Right. They are claiming to be entitled to control over their own bodies, just as the democrat slaveowners claimed to be entitled to control their own property. Both claim that human rights either should take a back seat to this, or are not applicable in the first place, due to the nimbleness with which “human being” is defined and re-defined.
It is exactly the same argument.
- mkfreeberg | 08/20/2012 @ 07:53mkfreeberg: It is exactly the same argument.
No. We understand what you are saying, but it simply doesn’t represent the political divide, as we already pointed out above.
For instance, while the American revolutionaries were to the left of the crown, they still left slavery in place. Left-right is not an absolute, but a spectrum of beliefs.

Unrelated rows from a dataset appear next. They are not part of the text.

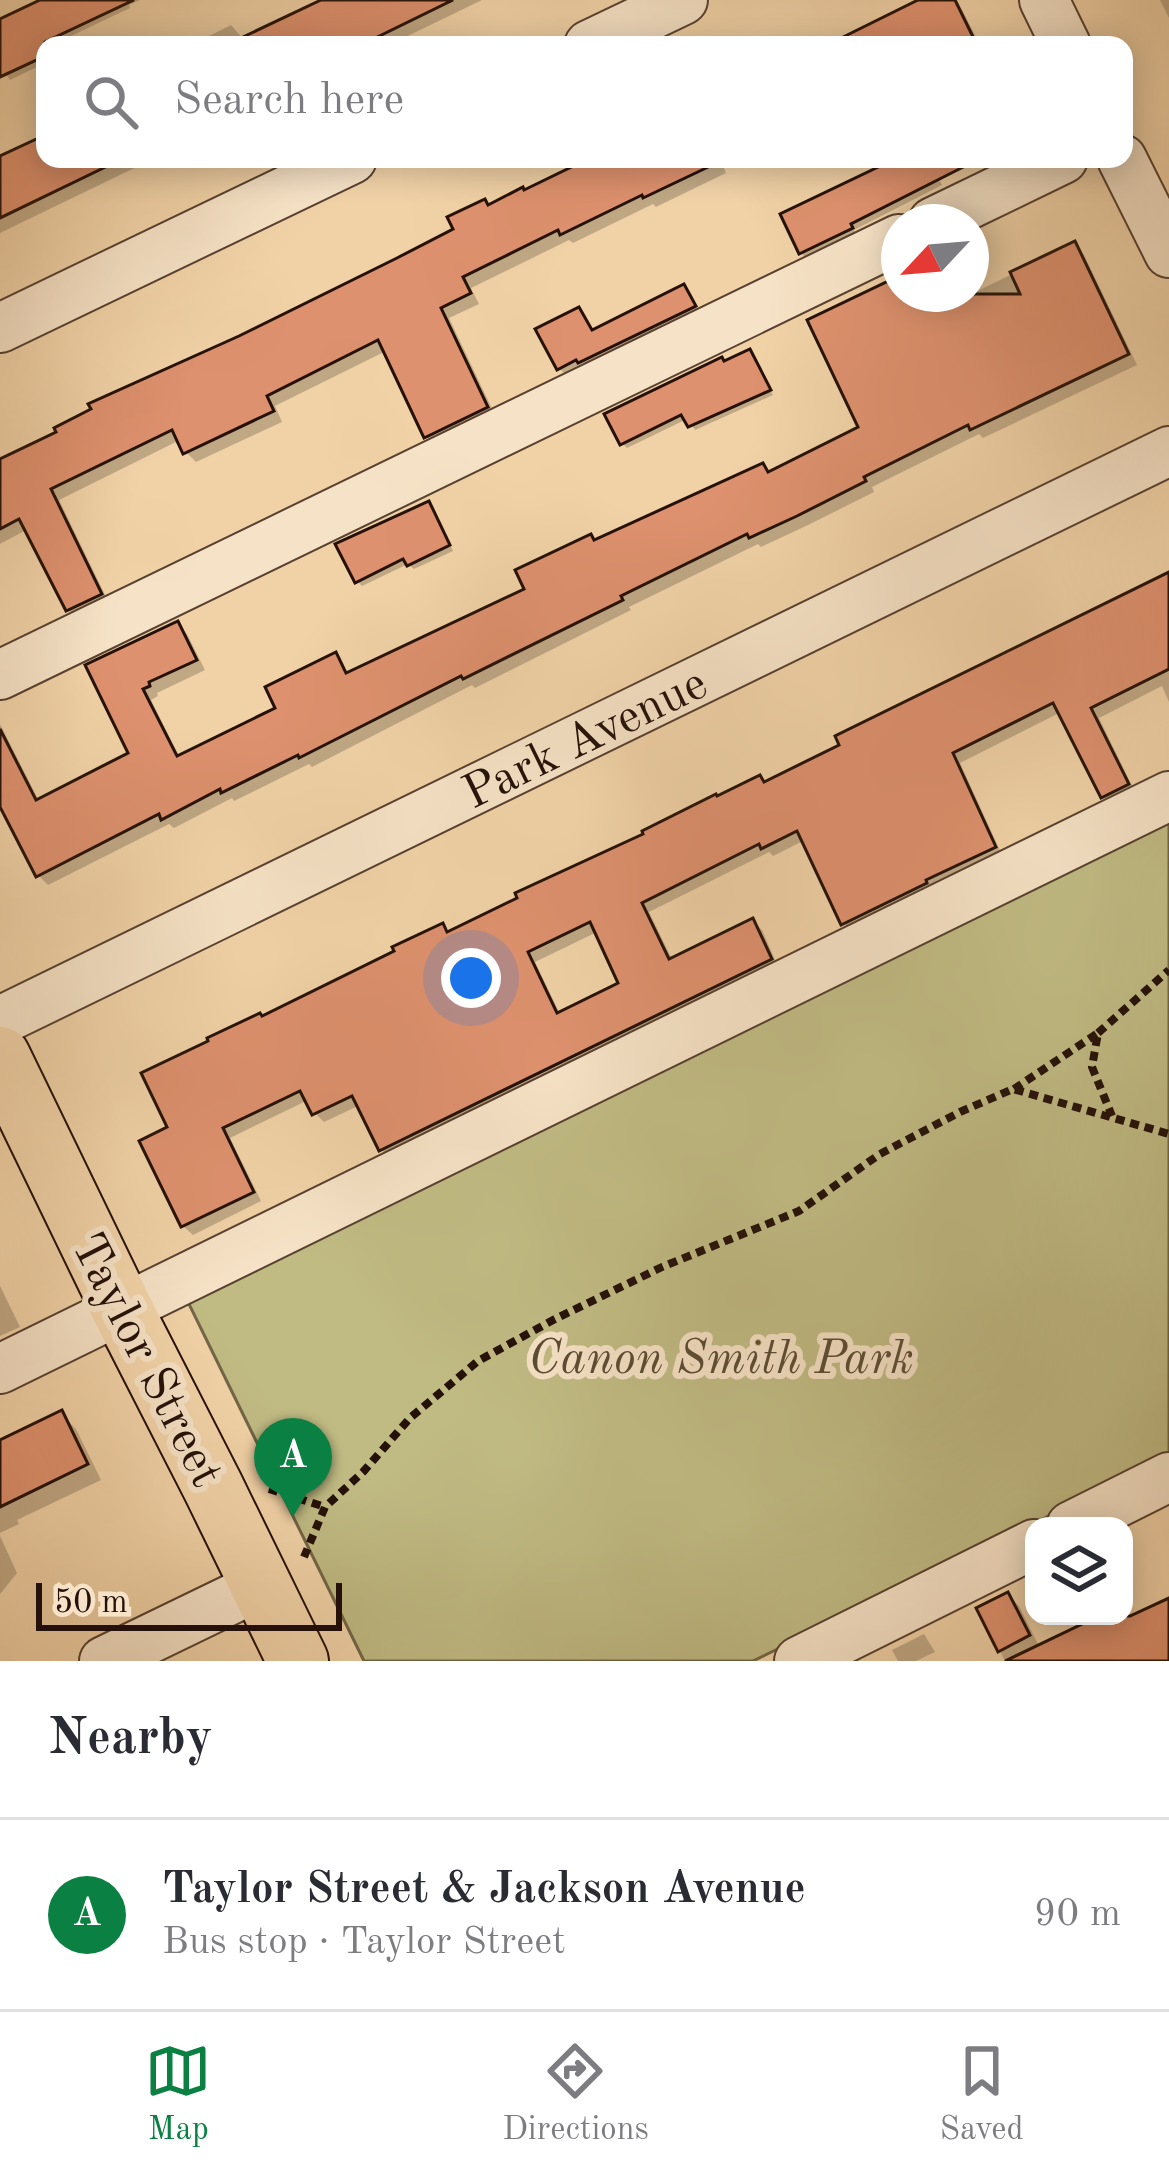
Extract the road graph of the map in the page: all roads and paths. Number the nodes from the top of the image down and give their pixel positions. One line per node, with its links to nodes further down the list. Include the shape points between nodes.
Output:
1 (683, 0): 3 (street)
2 (1044, 0): 4 (street)
3 (608, 36)
4 (1062, 36)
5 (333, 168): 11 (street)
6 (1044, 168): 8 (street)
7 (1126, 168): 10 (street)
8 (970, 204)
9 (881, 247): 13 (street)
10 (1169, 253)
11 (0, 328)
12 (1169, 451): 16 (street, Park Avenue)
13 (0, 675)
14 (1169, 796): 22 (street)
15 (1169, 970): 17 (path)
16 (0, 1021)
17 (1098, 1033): 19 (path); 20 (path, via 1092,1067)
18 (0, 1057): 22 (main road, Taylor Street)
19 (1013, 1089): 20 (path); 26 (path, via 880,1154 799,1211 662,1267 478,1361)
20 (1113, 1118): 21 (path)
21 (1169, 1135)
22 (122, 1309): 23 (street); 29 (main road, Taylor Street, via 214,1486)
23 (0, 1369)
24 (1169, 1478): 27 (street)
25 (266, 1488): 26 (path)
26 (325, 1507): 29 (path)
27 (1089, 1517)
28 (1025, 1548): 32 (street)
29 (281, 1573): 30 (street); 31 (main road, Taylor Street)
30 (104, 1661)
31 (298, 1661)
32 (800, 1661)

So, even if you accept the argument that zygotes deserve human rights, abortion rights supporters are still on the left as they support greater equality for women against the right who support traditional roles and subservient social position for women.
- Zachriel | 08/20/2012 @ 08:26We understand what you are saying, but it simply doesn’t represent the political divide, as we already pointed out above.
You “pointed it out” in the sense that you rejected it because you don’t like it, but yes it absolutely represents the political divide in that it represents the highly personal passions involved, as well as the system of belief that channels/ed those passions into support for the respective political movements.
Support for or opposition to abortion, is largely driven by belief. Is the baby a human or is it not?
Support for or opposition to slavery, was largely driven by belief. Are the slaves humans or are they property?
This, on the other hand, was not driven by belief:
For instance, while the American revolutionaries were to the left of the crown, they still left slavery in place. Left-right is not an absolute, but a spectrum of beliefs.
It was a compromise that was politically necessary for the revolution to happen at all. Had the abolitionists of the time held their ground, the South would have rejected Independence; then the abolitionists would have had to fight a civil war while they were fighting the revolution. Now, anybody who has ever studied the military aspects of the Revolutionary War would recognize the impossibility of that, it would have made King Leonidas’ stand look like a casual little laundry or dishwashing session. It would have been suicide. But, in all likelihood, they would not have fought this civil war while they were fighting the British, they would have said “Well we held a vote on Independence and it flopped, that’s it then” and gone about their lives as British subjects.
The compromise on slavery was not an ideological statement of any kind. Except with regard to the slaveowners in the South…who became the southern democrats.